CASO PC, 20 ANOS DO CRIME

Polêmico, Sanguinetti teve escolta da PF e desconfiou da própria mulher

ESTÊVÃO BERTONI
JUCA VARELLA
ENVIADOS ESPECIAIS A MACEIÓ (AL)

George Sanguinetti não bebia água nem aceitava cafezinhos fora de casa. Poderiam estar envenenados. Um dos mais conhecidos e polêmicos personagens ligados ao caso PC Farias, o professor de medicina legal e coronel reformado da PM vivia preocupado com a própria segurança.

Ao longo de oito anos, recebeu proteção de agentes da Polícia Federal por defender uma tese: na madrugada de 23 de junho de 1996, Suzana Marcolino não matou o namorado, Paulo César Farias, e depois se suicidou numa casa de praia de Maceió, como se divulgara. Eles foram executados por um profissional.

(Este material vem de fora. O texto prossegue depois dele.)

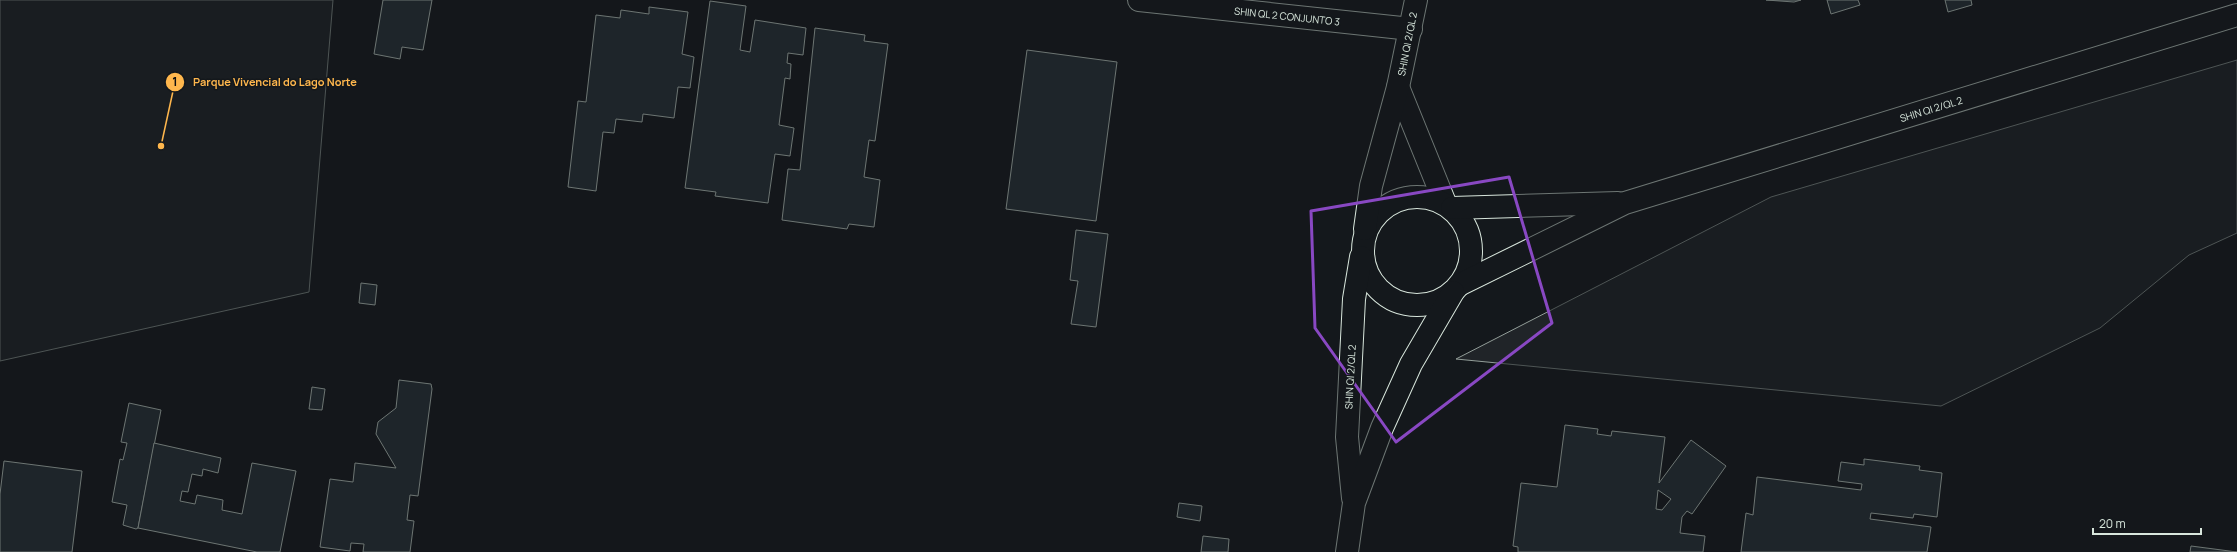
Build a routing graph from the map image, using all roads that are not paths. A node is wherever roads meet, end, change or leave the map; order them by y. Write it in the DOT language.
graph roads {
  1 [pos="1139,0"];
  2 [pos="1416,0"];
  3 [pos="2237,15"];
  4 [pos="1411,29"];
  5 [pos="1398,87"];
  6 [pos="1625,203"];
  7 [pos="1448,206"];
  8 [pos="1363,243"];
  9 [pos="1458,287"];
  10 [pos="1354,503"];
  11 [pos="1347,552"];
  1 -- 4 [label="street, SHIN QL 2 CONJUNTO 3"];
  2 -- 4 [label="street, SHIN QI 2/QL 2"];
  3 -- 6 [label="street, SHIN QI 2/QL 2"];
  4 -- 5 [label="street, SHIN QI 2/QL 2"];
  5 -- 7 [label="street, SHIN QI 2/QL 2"];
  5 -- 8 [label="street, SHIN QI 2/QL 2"];
  6 -- 7 [label="street, SHIN QI 2/QL 2"];
  6 -- 9 [label="street, SHIN QI 2/QL 2"];
  7 -- 8 [label="street"];
  7 -- 9 [label="street"];
  8 -- 9 [label="street"];
  8 -- 10 [label="street, SHIN QI 2/QL 2"];
  9 -- 10 [label="street, SHIN QI 2/QL 2"];
  10 -- 11 [label="street, SHIN QI 2/QL 2"];
}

Por sua posição, pagou um preço. Recebia ligações dizendo que estava falando demais. Homens estacionavam na frente de sua casa para intimidá-lo. Ficou tão preocupado que chegou um dia a suspeitar da própria mulher. Certa noite, Sanguinetti acordou, e a mulher, também médica, estava andando no quarto com uma pistola na mão. "Eu tomei aquele susto: Ana, o que foi?" Ela lhe respondeu que ouvira um barulho estranho e, sem querer acordá-lo, foi ver o que era.

Juca Varella/Folhapress
O professor de medicina legal George Sanguinetti durante entrevista em Maceió
O professor de medicina legal George Sanguinetti durante entrevista em Maceió

"Eu passei uns três meses com a pulga atrás da orelha, trancando as armas com medo que ela também estivesse no esquema [para matá-lo]", conta. Mas era apenas paranoia. "Minha mulher fica até com raiva quando eu conto isso", diz ele, que chegou a ser diretor do IML de Maceió.

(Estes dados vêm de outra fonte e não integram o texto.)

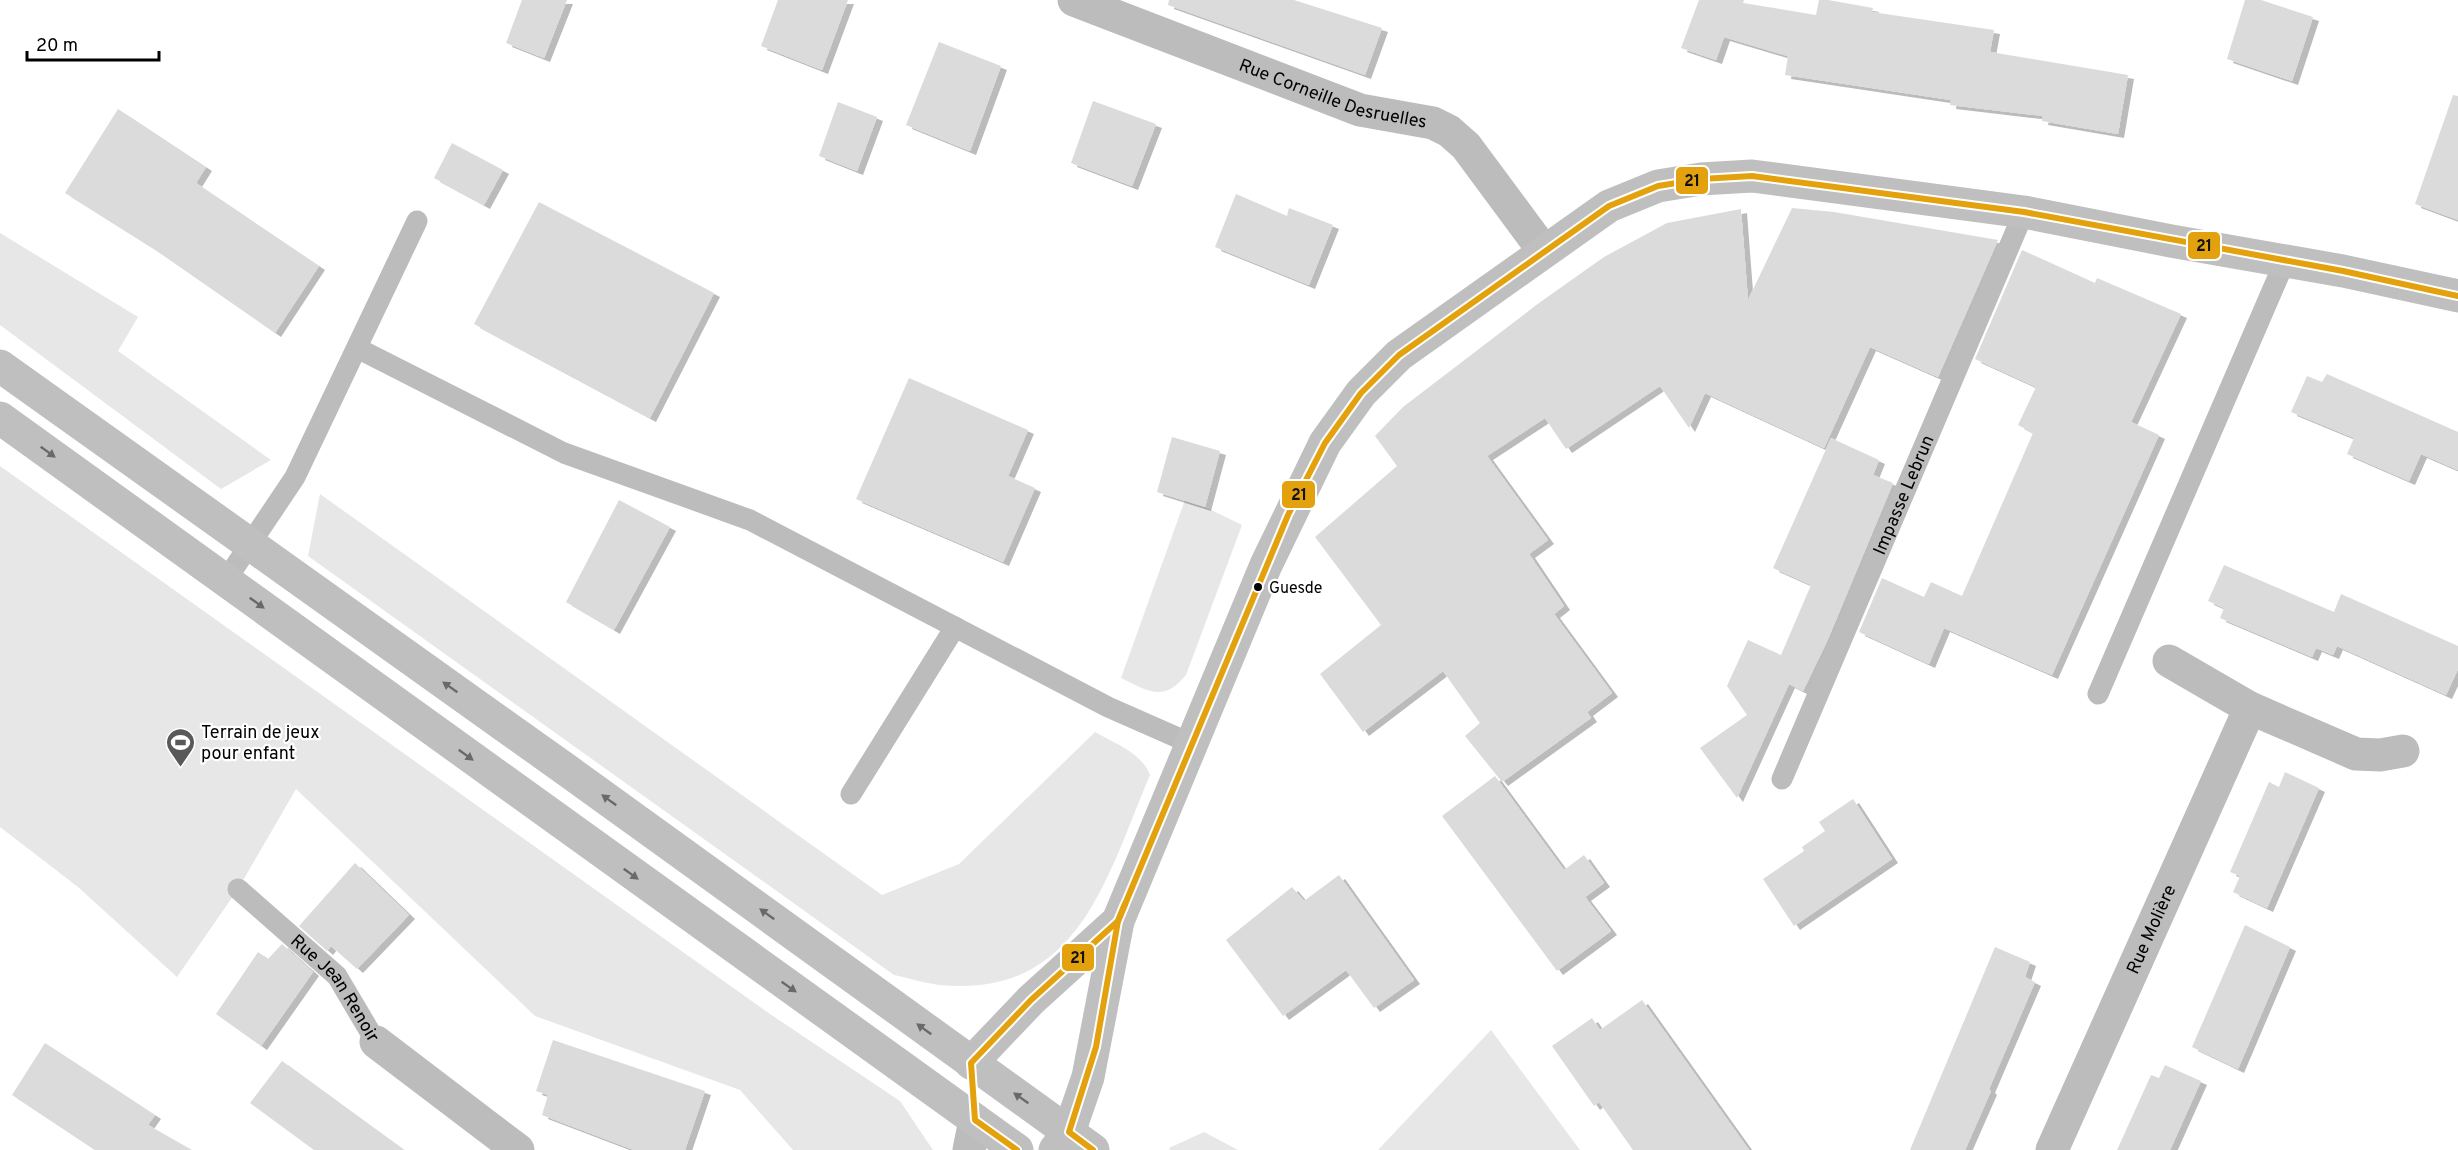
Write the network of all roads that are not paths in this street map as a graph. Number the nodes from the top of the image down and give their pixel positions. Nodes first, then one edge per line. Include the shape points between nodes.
1 (1074, 0) edge
2 (2025, 212) junction
3 (417, 221) dead end
4 (1543, 250) junction
5 (2285, 261) junction
6 (2458, 296) edge
7 (357, 348) junction
8 (0, 366) edge
9 (0, 418) edge
10 (250, 544) junction
11 (226, 580) junction
12 (955, 627) junction
13 (2169, 661) dead end
14 (2098, 694) dead end
15 (2250, 708) junction
16 (1192, 744) junction
17 (2403, 751) dead end
18 (1782, 779) dead end
19 (851, 794) dead end
20 (238, 889) dead end
21 (1118, 921) junction
22 (376, 1042) joint
23 (971, 1064) junction
24 (972, 1135) edge
25 (1072, 1144) edge
26 (518, 1150) edge
27 (1017, 1150) edge
28 (2052, 1150) edge

1 - 4 street, Rue Corneille Desruelles via 1360,110 1432,123 1449,131 1466,146
2 - 4 main road via 1752,176 1710,178 1658,186 1609,206
2 - 5 main road
2 - 18 lane, Impasse Lebrun
3 - 7 lane
4 - 16 main road via 1399,355 1361,393 1325,443 1288,515
5 - 6 main road
5 - 14 lane
7 - 10 lane via 295,477
7 - 12 lane via 564,453 750,520
8 - 10 main road
9 -> 11 main road
10 - 11 lane
23 -> 10 main road
11 -> 24 main road
12 - 16 lane via 1108,707
12 - 19 lane
13 - 15 street
15 - 17 street via 2356,754
15 - 28 street, Rue Molière
16 - 21 main road
20 - 22 lane, Rue Jean Renoir via 337,976
21 - 23 main road via 1031,1000
21 - 25 main road via 1096,1047
22 - 26 street, Rue Jean Renoir
23 - 24 main road
25 -> 23 main road
24 - 27 main road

Na época do crime, virou uma espécie de rival do médico legista Fortunato Badan Palhares, que defendia a tese de homicídio seguido de suicídio. O laudo de Palhares, porém, acabou derrubado. Ele errara em dez centímetros a altura de Suzana, pois não a medira na exumação. O próprio legista escrevera que, se essa informação estivesse errada, todo o resto de seu trabalho estaria comprometido.

Sanguinetti criticou as conclusões de Palhares. Acabou processado pelo legista em mais de 20 varas criminais e cíveis de São Paulo. Mas não se arrepende. "Numa oitiva, um juiz me perguntou: Sanguinetti, valeu a pena? Isso estava determinado para acontecer. Ainda hoje, teimosamente, eu levo o caso."

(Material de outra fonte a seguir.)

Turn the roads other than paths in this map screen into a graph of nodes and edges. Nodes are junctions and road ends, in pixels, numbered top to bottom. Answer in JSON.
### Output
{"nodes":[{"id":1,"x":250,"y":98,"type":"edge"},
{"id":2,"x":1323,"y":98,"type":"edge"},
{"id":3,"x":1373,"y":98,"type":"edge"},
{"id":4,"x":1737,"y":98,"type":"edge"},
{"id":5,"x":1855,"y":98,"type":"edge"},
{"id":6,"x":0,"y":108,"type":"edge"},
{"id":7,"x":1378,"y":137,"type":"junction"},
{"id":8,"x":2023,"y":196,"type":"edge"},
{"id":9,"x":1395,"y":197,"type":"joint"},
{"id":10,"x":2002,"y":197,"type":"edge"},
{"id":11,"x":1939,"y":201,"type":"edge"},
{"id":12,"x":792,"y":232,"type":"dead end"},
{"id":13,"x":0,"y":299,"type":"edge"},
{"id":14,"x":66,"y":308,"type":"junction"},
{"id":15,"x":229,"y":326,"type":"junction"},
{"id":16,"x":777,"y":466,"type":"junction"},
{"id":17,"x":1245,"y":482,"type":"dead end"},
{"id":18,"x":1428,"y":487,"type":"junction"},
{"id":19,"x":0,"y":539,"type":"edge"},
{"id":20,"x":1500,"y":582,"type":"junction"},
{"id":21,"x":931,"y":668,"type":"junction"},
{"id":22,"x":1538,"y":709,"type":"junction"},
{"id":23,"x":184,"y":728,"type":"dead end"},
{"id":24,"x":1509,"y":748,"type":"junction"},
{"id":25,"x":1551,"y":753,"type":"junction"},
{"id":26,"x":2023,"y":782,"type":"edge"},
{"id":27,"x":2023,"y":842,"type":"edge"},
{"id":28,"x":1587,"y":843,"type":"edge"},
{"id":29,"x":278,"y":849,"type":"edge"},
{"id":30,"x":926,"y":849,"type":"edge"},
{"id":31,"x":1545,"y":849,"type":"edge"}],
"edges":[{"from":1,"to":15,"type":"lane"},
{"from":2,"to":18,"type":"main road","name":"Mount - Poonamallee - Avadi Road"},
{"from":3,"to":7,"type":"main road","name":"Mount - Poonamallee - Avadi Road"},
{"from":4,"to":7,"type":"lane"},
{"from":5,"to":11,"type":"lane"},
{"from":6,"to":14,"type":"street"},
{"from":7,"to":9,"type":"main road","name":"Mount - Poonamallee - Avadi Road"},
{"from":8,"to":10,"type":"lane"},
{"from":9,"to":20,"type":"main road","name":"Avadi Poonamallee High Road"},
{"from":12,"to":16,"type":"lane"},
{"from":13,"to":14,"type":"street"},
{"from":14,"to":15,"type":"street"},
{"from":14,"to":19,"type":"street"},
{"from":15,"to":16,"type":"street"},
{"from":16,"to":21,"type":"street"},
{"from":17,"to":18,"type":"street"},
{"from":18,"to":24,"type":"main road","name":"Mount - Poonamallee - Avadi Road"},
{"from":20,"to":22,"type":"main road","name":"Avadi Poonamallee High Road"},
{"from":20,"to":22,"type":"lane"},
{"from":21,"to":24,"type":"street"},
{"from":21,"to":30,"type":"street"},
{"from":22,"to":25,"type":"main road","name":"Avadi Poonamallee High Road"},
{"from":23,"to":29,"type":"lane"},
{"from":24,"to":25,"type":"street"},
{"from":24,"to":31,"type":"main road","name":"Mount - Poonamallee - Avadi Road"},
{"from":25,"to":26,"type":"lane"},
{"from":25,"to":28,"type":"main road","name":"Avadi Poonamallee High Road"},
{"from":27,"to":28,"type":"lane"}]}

Procurado, Palhares não respondeu aos pedidos de entrevista da reportagem.

Sanguinetti ainda defende ter uma das provas mais incisivas para comprovar o duplo homicídio. A foto do hioide (osso em forma de ferradura do pescoço) de Suzana. Na imagem, vê-se uma marca roxa no osso. Segundo ele, um indício de que foi fraturado no momento em que ela foi esganada por alguém.

"Está quebrado. Suzana foi executada, foi um homicídio. Mas todos se calaram", diz.

O promotor Marcus Mousinho, que atuou no júri dos quatro ex-seguranças de PC, em 2013, afirma que não há perícia apontando a fratura. "É que o cadáver foi muito mexido para perícia daqui, perícia dali. Nessas mexidas, pode ter acontecido algo."

Ele questiona o trabalho de Sanguinetti. "Primeiro, ele não é médico legista, é psiquiatra. Nunca fez uma necropsia. Não esteve no local do crime e tudo o que falou foi por fotografia. Ele deu um chute, que levou ele a ganhar um mandado de vereador depois", afirma Mousinho.

Advogado da família Farias e dos ex-seguranças, José Fragoso Cavalcanti também contesta a tese de Sanguinetti. "Fizeram um exame radiológico sobre isso e foi descartado. Ele quis ganhar os minutos de fama dele. Tanto é que ganhou. Sanguinetti não é para se levar a sério."

O professor, que depois trabalhou ainda no caso da menina Isabella Nardoni, atirada de uma janela em São Paulo, e do prefeito de Santo André, Celso Daniel, assassinado em 2002, defende seu trabalho. "Manterás pura a tua vida e tua arte." Sua tese, afinal, foi a que se firmou. O júri, em 2013, reconheceu o duplo homicídio. "Eu me orgulho. Todos em Alagoas se calaram, temeram."

Para ele, o tesoureiro de campanha de Fernando Collor, pivô dos escândalos de corrupção envolvendo o ex-presidente no início da década de 90, foi morto por temerem que falasse tudo o que sabia. "Não apuraram porque não era para apurar. Foi um crime político empresarial. Ele foi silenciado por isso."